At The Lost Arts Week children of varied ages get to try out skills, crafts, and experiences most adults would be thrilled to try. At the 2010 version of Lost Arts, I had the privilege of guiding three groups of children in the creation of terrariums. But first we ventured out onto the 700-acre CGC site to dig, poke, and collect individual components. Then we carried the ingredients, which ranged from small wildflowers to variegated pebbles to slices of birch bark, into the workshop and began.
This was also an opportunity for me, as the groups headed out onto the land, to remind them of the interdependence of humans and Nature. Thus reminded, the campers’ demeanor shifted from recklessness to respect and they began to select their treasures with mindfulness and reverence.
Whenever I am in a position of teaching, I get at least as much as I give.
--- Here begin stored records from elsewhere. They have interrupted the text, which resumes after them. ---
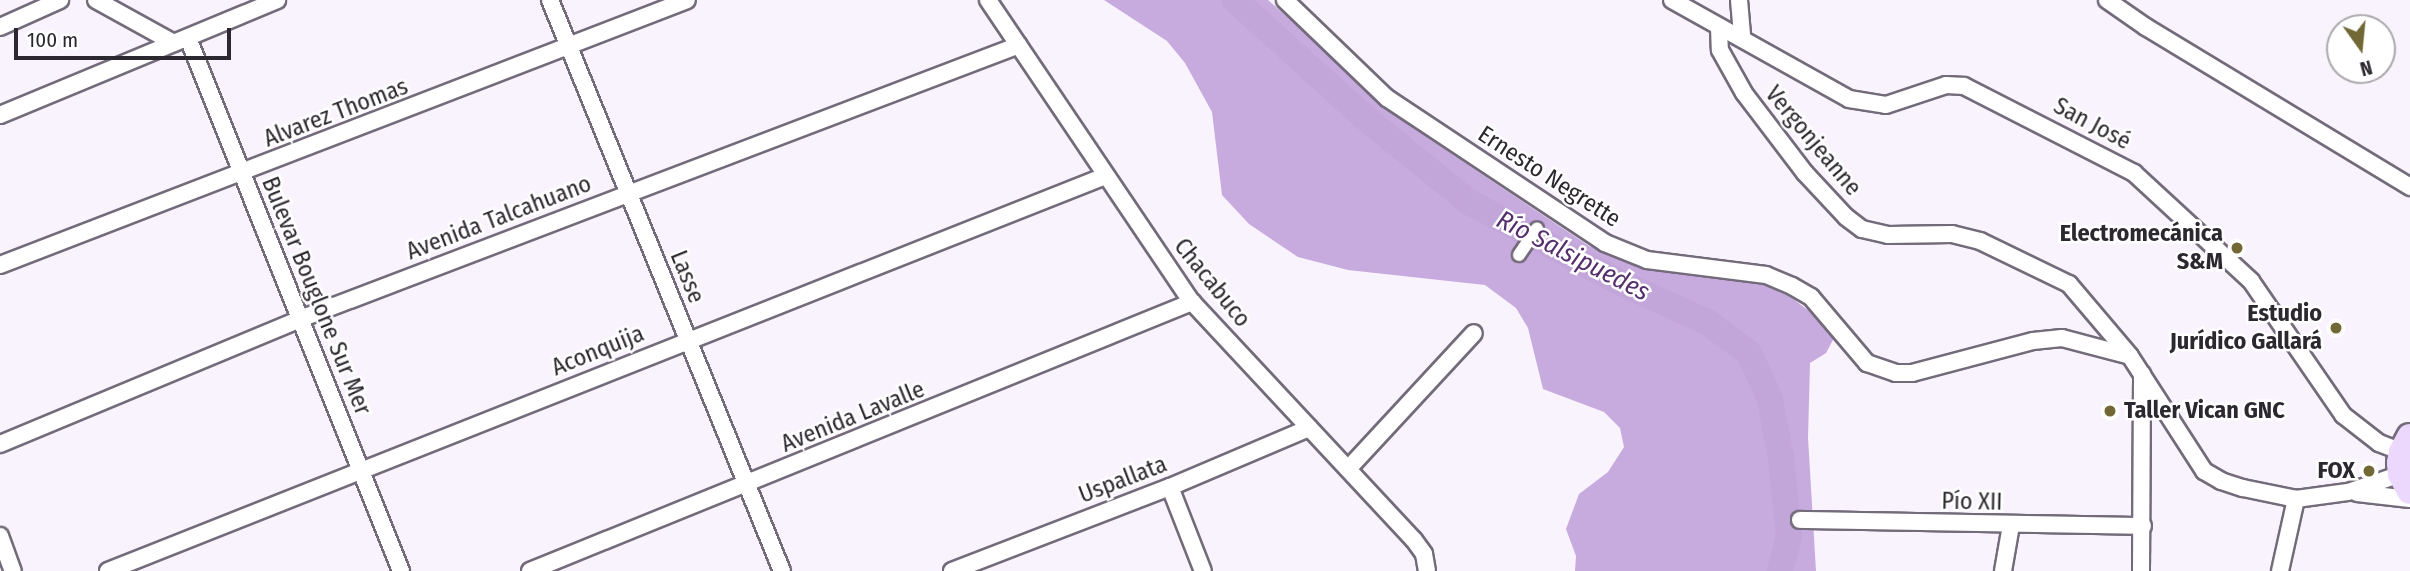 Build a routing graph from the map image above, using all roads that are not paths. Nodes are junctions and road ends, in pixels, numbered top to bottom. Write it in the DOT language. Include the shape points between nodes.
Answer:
graph roads {
  1 [pos="60,0"];
  2 [pos="96,0"];
  3 [pos="277,0"];
  4 [pos="550,0"];
  5 [pos="687,0"];
  6 [pos="988,0"];
  7 [pos="1285,0"];
  8 [pos="1672,0"];
  9 [pos="1739,0"];
  10 [pos="2107,0"];
  11 [pos="0,27"];
  12 [pos="1719,27"];
  13 [pos="1742,37"];
  14 [pos="181,41"];
  15 [pos="1019,45"];
  16 [pos="569,46"];
  17 [pos="0,115"];
  18 [pos="242,173"];
  19 [pos="1105,176"];
  20 [pos="2410,187"];
  21 [pos="628,192"];
  22 [pos="1537,228"];
  23 [pos="1519,255"];
  24 [pos="0,265"];
  25 [pos="1192,302"];
  26 [pos="300,319"];
  27 [pos="1474,333"];
  28 [pos="688,339"];
  29 [pos="2130,356"];
  30 [pos="2142,374"];
  31 [pos="1309,428"];
  32 [pos="0,444"];
  33 [pos="1348,469"];
  34 [pos="361,470"];
  35 [pos="2407,471"];
  36 [pos="747,485"];
  37 [pos="1170,487"];
  38 [pos="2348,492"];
  39 [pos="2296,499"];
  40 [pos="1800,520"];
  41 [pos="2011,525"];
  42 [pos="2143,526"];
  43 [pos="0,536"];
  44 [pos="13,571"];
  45 [pos="108,571"];
  46 [pos="401,571"];
  47 [pos="530,571"];
  48 [pos="782,571"];
  49 [pos="952,571"];
  50 [pos="1203,571"];
  51 [pos="1427,571"];
  52 [pos="2003,571"];
  53 [pos="2141,571"];
  54 [pos="2280,571"];
  1 -- 11 [label="street"];
  2 -- 14 [label="street"];
  3 -- 14 [label="street"];
  4 -- 16 [label="street, Lasse"];
  5 -- 16 [label="street, Alvarez Thomas"];
  6 -- 15 [label="street, Chacabuco"];
  7 -- 29 [label="street, Ernesto Negrette" via="1387,98 1605,243 1647,260 1766,275 1792,286 1811,298 1867,363 1912,373 2033,341 2062,338"];
  8 -- 12 [label="street, San José"];
  9 -- 13 [label="street"];
  10 -- 20 [label="street"];
  12 -- 13 [label="street, San José"];
  12 -- 29 [label="street, Vergonjeanne" via="1720,50 1744,93 1805,173 1846,217 1862,229 1888,235 1952,234 1980,241 2069,284"];
  13 -- 35 [label="street, San José" via="1849,99 1867,104 1886,105 1946,85 1964,86 2134,173 2251,281 2343,415"];
  14 -- 17 [label="street"];
  14 -- 18 [label="street, Bulevar Bouglone Sur Mer"];
  15 -- 19 [label="street, Chacabuco"];
  15 -- 21 [label="street, Avenida Talcahuano"];
  16 -- 18 [label="street, Alvarez Thomas"];
  16 -- 21 [label="street, Lasse"];
  18 -- 24 [label="street, Alvarez Thomas"];
  18 -- 26 [label="street, Bulevar Bouglone Sur Mer"];
  19 -- 25 [label="street, Chacabuco"];
  19 -- 28 [label="street, Aconquija"];
  21 -- 26 [label="street, Avenida Talcahuano"];
  21 -- 28 [label="street, Lasse"];
  22 -- 23 [label="street"];
  25 -- 31 [label="street, Chacabuco"];
  25 -- 36 [label="street, Avenida Lavalle"];
  26 -- 32 [label="street, Avenida Talcahuano"];
  26 -- 34 [label="street, Bulevar Bouglone Sur Mer"];
  27 -- 33 [label="street"];
  28 -- 34 [label="street, Aconquija"];
  28 -- 36 [label="street, Lasse"];
  29 -- 30 [label="street, Vergonjeanne"];
  30 -- 39 [label="street, Vergonjeanne" via="2204,471 2232,485"];
  30 -- 42 [label="street"];
  31 -- 33 [label="street, Chacabuco"];
  31 -- 37 [label="street, Uspallata"];
  33 -- 51 [label="street, Chacabuco" via="1414,540 1424,554"];
  34 -- 45 [label="street, Aconquija"];
  34 -- 46 [label="street, Bulevar Bouglone Sur Mer"];
  35 -- 38 [label="street, Vergonjeanne"];
  35 -- 38 [label="street, Vergonjeanne"];
  36 -- 47 [label="street, Avenida Lavalle"];
  36 -- 48 [label="street, Lasse"];
  37 -- 49 [label="street, Uspallata"];
  37 -- 50 [label="street"];
  38 -- 39 [label="street, Vergonjeanne"];
  39 -- 54 [label="street"];
  40 -- 41 [label="street, Pío XII"];
  41 -- 42 [label="street, Pío XII"];
  41 -- 52 [label="street"];
  42 -- 53 [label="street"];
  43 -- 44 [label="street"];
}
One of the campers in the older group was happy to give us a brief tutorial about the various rocks that we collected as we hiked up from the stream. Information I did not exactly have at my fingertips.
Certainly the process, not just the product, of this workshop was filled with joy and wonder. The children investigated various ways of arranging their treasures into the curved bowls, and were willing to share their ingredients as well as any and all tips of how, when, where to arrange their earthly tableau.
Since children and creativity are a perfect and robust partnership, there was little for me to do once we returned to the workshop, except lend an occasional helping hand. For most of the children, though exposed to a wide variety of experiences via homeschooling, crafting terrariums was a first-time project.
Once the projects were completed, the camp photographer was hailed to document the results. Most of the campers held their bowls in outstretched hands as Bruce took shot after shot. After all the groups had completed their projects, they carried them to the screened-in porch where the green-filled globes were displayed with other crafts and creations from the week.
Looks like that water fight will have to wait until next year!